ミカゲさんがアヴァロンの人と連絡を取り合ってくれるそうなので、ひとまずお任せします。
あ、ギルドへの報告、忘れてました。
ギルドに行って、依頼の報告しないとです。
「すみません……ふと思い出して、ギルドへ報告にいかないといけなくて」
「あーたまにありますよね。依頼終わったけど色々あって報告忘れるやつ」
「行ってくるといいわ」
「行ってらっしゃい」
皆に挨拶して、アルフレッドさん達には好きに過ごしてもらい、わたしは急いでひとまず王都のギルドへ向かいました。
そして依頼達成したので、ランクアップまでは
採集依頼 10
討伐依頼 11
となりました!コツコツやらねばです。
………よし、とりあえず今日やるべきことは終わりましたので、夜は砂漠で天体観測しましょう!

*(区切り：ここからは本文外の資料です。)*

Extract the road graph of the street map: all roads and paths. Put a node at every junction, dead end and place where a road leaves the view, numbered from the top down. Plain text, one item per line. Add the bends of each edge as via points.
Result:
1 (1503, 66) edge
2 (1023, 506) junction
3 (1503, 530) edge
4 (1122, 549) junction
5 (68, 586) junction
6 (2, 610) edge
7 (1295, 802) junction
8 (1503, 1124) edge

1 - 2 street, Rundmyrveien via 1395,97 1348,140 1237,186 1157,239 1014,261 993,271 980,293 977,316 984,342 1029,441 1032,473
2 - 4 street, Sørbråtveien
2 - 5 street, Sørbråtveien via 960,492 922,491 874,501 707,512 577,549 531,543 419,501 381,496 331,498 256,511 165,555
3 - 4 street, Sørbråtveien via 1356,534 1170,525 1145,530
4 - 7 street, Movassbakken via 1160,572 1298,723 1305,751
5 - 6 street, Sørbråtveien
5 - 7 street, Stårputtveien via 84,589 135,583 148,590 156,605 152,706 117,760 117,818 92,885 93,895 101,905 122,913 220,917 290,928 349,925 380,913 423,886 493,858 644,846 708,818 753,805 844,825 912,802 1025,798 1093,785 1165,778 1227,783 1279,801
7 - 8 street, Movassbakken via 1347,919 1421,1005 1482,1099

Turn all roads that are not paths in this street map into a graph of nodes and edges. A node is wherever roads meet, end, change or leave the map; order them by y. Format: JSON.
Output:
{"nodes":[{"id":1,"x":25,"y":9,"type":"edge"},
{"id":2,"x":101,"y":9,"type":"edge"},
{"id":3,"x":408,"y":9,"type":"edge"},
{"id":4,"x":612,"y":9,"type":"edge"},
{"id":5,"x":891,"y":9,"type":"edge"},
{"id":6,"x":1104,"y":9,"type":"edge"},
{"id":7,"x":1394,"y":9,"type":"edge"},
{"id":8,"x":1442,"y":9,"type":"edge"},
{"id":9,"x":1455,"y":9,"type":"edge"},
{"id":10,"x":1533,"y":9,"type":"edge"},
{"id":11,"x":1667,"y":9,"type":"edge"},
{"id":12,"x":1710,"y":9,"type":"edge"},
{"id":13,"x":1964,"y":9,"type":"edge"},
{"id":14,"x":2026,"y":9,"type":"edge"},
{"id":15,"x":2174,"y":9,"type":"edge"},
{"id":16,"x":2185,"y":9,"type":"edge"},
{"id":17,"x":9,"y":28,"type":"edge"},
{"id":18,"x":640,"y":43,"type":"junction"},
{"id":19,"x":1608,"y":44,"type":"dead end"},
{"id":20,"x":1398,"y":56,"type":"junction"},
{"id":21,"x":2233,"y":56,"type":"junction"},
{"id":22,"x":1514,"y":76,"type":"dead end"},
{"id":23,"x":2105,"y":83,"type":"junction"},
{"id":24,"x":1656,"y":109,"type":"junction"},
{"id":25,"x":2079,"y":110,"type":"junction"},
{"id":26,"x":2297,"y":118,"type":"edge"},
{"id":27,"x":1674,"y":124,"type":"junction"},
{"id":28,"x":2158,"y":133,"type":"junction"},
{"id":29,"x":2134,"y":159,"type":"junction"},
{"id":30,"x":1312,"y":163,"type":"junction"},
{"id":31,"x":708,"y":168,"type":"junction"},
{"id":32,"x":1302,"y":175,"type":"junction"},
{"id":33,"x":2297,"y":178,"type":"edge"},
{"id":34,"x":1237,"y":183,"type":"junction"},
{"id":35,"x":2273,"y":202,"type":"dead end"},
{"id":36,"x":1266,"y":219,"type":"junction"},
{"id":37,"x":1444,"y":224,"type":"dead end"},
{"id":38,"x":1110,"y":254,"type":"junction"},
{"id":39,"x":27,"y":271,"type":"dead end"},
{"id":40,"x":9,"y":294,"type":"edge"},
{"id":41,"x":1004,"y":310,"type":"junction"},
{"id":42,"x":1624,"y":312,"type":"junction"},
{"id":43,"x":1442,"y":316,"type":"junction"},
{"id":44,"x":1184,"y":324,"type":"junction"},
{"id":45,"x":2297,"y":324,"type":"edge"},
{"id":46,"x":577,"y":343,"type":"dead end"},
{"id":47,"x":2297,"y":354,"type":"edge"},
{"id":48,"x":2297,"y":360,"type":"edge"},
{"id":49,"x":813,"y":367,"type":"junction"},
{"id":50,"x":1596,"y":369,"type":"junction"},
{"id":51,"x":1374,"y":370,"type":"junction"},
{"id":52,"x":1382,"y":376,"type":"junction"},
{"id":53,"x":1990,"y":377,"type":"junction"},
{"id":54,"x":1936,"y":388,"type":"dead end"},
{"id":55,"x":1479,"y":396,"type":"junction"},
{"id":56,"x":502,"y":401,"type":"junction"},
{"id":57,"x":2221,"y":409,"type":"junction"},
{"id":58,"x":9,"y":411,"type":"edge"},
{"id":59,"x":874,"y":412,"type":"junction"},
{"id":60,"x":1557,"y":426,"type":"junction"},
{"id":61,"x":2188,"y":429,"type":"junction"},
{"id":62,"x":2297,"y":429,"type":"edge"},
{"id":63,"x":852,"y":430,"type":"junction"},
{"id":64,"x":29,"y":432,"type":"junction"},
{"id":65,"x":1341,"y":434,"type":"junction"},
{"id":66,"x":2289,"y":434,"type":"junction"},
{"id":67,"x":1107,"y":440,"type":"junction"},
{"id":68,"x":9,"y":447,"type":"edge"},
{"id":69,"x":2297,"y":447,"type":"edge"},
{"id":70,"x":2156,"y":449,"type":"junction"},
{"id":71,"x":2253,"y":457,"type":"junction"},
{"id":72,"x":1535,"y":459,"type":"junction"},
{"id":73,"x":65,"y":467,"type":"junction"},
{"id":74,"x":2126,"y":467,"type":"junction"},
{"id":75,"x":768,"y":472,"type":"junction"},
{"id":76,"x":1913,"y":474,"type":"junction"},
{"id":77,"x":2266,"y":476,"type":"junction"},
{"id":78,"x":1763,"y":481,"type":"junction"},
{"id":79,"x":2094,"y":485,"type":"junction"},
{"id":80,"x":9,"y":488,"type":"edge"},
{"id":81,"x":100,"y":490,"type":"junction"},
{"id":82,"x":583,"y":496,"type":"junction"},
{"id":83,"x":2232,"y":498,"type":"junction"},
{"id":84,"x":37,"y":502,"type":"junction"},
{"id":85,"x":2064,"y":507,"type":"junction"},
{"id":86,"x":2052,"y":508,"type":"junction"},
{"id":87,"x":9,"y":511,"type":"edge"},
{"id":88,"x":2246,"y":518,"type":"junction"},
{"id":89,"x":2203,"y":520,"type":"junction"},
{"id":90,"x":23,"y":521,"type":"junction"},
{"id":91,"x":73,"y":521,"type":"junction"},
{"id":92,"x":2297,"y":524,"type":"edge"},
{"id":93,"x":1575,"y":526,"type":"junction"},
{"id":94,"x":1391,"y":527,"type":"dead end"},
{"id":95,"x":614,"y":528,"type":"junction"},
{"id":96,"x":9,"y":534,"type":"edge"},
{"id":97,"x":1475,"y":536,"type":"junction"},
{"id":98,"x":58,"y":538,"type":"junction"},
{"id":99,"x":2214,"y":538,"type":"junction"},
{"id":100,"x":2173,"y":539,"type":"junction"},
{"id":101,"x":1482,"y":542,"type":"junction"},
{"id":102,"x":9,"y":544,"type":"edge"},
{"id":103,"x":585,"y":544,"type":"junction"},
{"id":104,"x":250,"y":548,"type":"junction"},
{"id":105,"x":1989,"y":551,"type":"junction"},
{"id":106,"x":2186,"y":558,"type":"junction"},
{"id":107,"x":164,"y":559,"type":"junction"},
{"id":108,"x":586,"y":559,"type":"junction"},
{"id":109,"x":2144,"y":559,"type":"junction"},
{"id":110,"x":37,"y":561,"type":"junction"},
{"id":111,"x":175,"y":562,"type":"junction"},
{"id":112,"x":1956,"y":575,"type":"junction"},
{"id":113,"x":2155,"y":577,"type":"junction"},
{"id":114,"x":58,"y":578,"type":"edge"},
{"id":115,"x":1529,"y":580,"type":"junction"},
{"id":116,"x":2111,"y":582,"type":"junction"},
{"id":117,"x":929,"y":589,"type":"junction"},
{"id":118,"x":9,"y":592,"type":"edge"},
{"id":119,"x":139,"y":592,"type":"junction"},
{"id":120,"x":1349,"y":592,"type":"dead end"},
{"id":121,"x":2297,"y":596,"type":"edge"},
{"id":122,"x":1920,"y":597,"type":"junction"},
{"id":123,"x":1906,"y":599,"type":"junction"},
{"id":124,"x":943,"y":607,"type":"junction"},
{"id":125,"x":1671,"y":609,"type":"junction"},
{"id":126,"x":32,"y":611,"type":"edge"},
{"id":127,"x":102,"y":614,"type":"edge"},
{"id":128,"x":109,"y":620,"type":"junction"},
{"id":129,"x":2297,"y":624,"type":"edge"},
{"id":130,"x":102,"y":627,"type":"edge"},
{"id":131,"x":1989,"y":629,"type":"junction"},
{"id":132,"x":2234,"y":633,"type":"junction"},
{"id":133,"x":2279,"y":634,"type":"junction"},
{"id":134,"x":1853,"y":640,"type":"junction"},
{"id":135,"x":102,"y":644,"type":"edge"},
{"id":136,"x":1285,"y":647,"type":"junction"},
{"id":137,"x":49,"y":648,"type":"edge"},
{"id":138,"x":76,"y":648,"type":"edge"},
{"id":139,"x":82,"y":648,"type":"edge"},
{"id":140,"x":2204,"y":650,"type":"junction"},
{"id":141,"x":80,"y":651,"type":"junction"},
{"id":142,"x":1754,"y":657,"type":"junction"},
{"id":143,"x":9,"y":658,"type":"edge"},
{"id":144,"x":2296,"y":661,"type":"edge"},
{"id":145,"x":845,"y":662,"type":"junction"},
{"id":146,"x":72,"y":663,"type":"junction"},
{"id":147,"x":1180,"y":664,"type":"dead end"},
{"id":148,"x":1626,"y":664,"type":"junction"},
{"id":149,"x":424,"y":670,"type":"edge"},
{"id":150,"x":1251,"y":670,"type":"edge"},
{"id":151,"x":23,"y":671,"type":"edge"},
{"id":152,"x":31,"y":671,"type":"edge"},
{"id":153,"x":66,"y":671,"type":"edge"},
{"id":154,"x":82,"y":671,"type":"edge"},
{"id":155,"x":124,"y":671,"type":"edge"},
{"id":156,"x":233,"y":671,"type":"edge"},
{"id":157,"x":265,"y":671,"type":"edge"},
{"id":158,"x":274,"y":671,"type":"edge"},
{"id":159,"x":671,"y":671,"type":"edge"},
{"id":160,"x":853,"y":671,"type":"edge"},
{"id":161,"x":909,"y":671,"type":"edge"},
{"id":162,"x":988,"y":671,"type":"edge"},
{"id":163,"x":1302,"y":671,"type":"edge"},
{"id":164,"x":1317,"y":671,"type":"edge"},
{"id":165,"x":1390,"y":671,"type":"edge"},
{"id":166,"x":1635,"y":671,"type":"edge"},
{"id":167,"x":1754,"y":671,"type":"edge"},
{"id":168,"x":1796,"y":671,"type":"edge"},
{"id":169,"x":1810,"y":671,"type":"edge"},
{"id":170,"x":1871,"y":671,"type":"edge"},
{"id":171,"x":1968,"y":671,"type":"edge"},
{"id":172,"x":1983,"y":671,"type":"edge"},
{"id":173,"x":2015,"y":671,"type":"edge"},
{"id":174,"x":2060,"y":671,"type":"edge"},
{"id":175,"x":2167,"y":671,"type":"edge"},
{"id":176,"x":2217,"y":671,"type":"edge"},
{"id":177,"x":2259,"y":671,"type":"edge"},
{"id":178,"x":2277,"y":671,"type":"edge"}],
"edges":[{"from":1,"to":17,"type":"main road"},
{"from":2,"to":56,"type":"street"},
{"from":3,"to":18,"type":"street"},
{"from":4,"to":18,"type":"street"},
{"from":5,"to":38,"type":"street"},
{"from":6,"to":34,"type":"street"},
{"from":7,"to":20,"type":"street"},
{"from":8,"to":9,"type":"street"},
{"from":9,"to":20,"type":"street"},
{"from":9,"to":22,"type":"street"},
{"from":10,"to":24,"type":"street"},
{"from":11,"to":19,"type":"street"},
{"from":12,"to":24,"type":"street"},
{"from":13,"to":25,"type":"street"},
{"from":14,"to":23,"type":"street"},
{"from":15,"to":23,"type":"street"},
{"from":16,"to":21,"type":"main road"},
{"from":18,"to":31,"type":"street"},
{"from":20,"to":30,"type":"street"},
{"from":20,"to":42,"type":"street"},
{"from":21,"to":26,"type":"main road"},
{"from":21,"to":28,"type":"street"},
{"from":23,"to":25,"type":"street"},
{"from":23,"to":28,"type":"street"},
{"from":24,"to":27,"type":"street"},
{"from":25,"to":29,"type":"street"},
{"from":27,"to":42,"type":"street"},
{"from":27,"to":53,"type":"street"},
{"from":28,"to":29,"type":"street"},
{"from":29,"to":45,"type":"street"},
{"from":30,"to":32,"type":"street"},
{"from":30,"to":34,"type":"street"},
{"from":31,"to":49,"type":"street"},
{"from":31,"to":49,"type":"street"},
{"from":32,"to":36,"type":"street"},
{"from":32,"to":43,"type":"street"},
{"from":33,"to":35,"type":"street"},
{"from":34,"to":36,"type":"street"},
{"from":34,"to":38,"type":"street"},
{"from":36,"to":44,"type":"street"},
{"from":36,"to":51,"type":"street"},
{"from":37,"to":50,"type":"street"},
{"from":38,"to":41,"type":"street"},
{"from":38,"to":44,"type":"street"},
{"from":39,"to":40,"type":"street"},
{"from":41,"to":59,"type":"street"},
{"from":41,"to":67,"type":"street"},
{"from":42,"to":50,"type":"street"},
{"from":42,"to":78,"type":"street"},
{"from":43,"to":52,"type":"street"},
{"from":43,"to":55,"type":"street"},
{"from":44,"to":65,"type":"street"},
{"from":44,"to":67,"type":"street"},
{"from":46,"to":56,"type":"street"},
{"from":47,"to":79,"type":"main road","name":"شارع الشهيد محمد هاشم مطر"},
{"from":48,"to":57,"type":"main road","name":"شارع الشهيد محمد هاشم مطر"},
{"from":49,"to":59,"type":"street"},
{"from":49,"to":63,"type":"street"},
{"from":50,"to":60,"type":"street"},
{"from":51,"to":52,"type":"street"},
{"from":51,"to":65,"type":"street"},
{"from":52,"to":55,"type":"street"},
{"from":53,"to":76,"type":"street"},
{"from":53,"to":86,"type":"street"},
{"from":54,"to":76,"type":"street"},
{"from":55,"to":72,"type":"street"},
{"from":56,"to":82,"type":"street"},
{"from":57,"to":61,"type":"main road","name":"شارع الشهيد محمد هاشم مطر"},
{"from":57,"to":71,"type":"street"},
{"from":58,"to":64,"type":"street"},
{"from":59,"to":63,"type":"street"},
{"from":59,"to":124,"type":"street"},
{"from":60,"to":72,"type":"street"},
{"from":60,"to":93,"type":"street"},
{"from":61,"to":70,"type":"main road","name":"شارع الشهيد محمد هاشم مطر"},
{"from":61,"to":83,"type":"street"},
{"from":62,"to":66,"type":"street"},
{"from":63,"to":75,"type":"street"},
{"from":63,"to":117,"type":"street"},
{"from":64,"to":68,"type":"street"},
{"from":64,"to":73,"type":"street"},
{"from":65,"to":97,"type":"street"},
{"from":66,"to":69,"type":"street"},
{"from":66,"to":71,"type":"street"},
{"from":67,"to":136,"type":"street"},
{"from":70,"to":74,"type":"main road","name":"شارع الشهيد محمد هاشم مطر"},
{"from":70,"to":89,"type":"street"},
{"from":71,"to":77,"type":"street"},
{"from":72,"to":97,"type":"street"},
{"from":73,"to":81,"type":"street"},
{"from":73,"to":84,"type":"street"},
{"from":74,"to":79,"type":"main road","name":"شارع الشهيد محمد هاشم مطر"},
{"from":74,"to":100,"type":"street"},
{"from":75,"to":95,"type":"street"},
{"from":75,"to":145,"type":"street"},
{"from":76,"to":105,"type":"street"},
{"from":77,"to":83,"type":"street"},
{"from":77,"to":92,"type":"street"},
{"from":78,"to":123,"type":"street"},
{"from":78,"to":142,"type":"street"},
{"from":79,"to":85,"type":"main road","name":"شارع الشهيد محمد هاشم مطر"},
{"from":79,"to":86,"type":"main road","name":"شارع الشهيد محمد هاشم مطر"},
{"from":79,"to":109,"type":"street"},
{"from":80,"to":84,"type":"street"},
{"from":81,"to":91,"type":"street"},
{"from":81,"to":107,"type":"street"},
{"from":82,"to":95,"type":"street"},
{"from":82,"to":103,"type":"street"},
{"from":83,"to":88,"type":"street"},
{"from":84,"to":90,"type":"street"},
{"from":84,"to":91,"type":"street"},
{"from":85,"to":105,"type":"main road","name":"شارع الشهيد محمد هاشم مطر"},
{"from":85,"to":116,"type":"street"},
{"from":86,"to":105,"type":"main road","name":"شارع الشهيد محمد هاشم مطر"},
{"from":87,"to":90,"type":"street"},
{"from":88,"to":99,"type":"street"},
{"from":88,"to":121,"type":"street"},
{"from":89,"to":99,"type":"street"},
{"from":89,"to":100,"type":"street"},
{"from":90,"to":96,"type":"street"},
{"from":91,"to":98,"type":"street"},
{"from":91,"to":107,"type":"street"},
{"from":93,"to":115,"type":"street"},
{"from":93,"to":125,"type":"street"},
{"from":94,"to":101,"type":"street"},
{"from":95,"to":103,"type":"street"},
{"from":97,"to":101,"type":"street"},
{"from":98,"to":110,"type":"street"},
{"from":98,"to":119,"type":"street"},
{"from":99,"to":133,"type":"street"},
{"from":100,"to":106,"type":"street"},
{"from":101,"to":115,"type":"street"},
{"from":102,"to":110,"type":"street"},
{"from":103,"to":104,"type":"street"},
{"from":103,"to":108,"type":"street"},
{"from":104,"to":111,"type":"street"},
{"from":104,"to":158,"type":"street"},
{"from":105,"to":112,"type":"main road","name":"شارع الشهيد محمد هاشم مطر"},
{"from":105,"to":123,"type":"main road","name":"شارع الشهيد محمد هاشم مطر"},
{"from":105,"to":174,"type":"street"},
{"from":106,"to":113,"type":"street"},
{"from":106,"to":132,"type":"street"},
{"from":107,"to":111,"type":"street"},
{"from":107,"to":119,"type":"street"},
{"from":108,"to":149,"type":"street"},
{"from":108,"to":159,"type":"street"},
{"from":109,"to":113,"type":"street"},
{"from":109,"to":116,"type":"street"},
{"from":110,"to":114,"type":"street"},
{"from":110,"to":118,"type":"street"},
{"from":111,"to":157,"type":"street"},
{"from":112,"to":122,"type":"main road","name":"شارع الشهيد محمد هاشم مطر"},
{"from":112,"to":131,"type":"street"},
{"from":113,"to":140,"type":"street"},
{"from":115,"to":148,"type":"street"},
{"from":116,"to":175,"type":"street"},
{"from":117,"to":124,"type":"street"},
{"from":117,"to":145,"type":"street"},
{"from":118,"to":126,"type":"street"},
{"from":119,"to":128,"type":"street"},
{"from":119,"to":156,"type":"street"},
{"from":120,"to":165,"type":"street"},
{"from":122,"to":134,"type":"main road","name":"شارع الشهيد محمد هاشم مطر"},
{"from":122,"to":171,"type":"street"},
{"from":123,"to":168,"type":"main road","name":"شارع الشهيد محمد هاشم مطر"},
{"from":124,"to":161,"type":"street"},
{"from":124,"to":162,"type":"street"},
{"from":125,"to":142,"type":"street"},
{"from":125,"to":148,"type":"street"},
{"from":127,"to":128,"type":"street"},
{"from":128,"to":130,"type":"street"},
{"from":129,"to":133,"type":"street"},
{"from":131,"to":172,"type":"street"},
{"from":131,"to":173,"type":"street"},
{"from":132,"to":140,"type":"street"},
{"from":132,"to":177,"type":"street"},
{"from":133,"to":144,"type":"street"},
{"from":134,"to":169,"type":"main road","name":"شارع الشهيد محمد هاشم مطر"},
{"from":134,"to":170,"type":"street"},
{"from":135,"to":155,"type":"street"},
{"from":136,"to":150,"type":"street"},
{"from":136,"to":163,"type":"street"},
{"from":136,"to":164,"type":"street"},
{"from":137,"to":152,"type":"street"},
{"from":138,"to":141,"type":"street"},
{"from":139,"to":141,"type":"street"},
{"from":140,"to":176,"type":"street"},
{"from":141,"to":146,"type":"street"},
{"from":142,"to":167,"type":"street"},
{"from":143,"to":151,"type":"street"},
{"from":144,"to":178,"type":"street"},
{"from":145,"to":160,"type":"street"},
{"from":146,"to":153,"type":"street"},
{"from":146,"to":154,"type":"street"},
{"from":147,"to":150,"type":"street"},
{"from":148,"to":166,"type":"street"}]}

ホームでログアウトする時にアイテムボックスへ還して、夕食を済ませてログインしました。
よし、砂漠に向かいます!
マレフィックさんに食事を振る舞った遺跡に移動して、人気がない事を確認して、マットを出します。
そして寝転がって、視界いっぱいに広がる星空を見つめます。
やはり彩度が違います。くっきりはっきり、鮮やかに星が見えるのです。
天の川がちゃんと見えるので、現実の季節感と近いのだと思うんですよね。
夏と冬は天を縦に二つに割くように天の川は流れています。
秋は横に、春は……割と端に寄ってるような?
今は春と夏の間みたいな感じなので、両方の星座を見れるお得な季節です。
この世界は特殊ですが……一応配置的に天の赤道と黄道は現実とそっくりなので、技術力の高さが窺えます。
……季節で星の傾き方が変わるのであれば、本当にユアストは何処まで目指しているのか。
少なくとも、始めた時より星の見え方は少しずつズレてるので、ちゃんと季節に合わせてるのだと思います。
最高ですね!!!
日本じゃ見えない角度です。周りに何もないので、本当に見やすいのです。
なんたってだいぶ下の方ですが、みなみじゅうじ座がみえるのです。
響きが格好良いですよね、南十字星。
アクルックスとミモザ、という一等星があります。
二等星のガクルックスと、三等星のイマイという名の星で作られているのです。
イマイ……響きは親近感ありますよね。
みなみじゅうじ座の近くには、有名な暗黒星雲もあります。コールサックとも呼ばれますね。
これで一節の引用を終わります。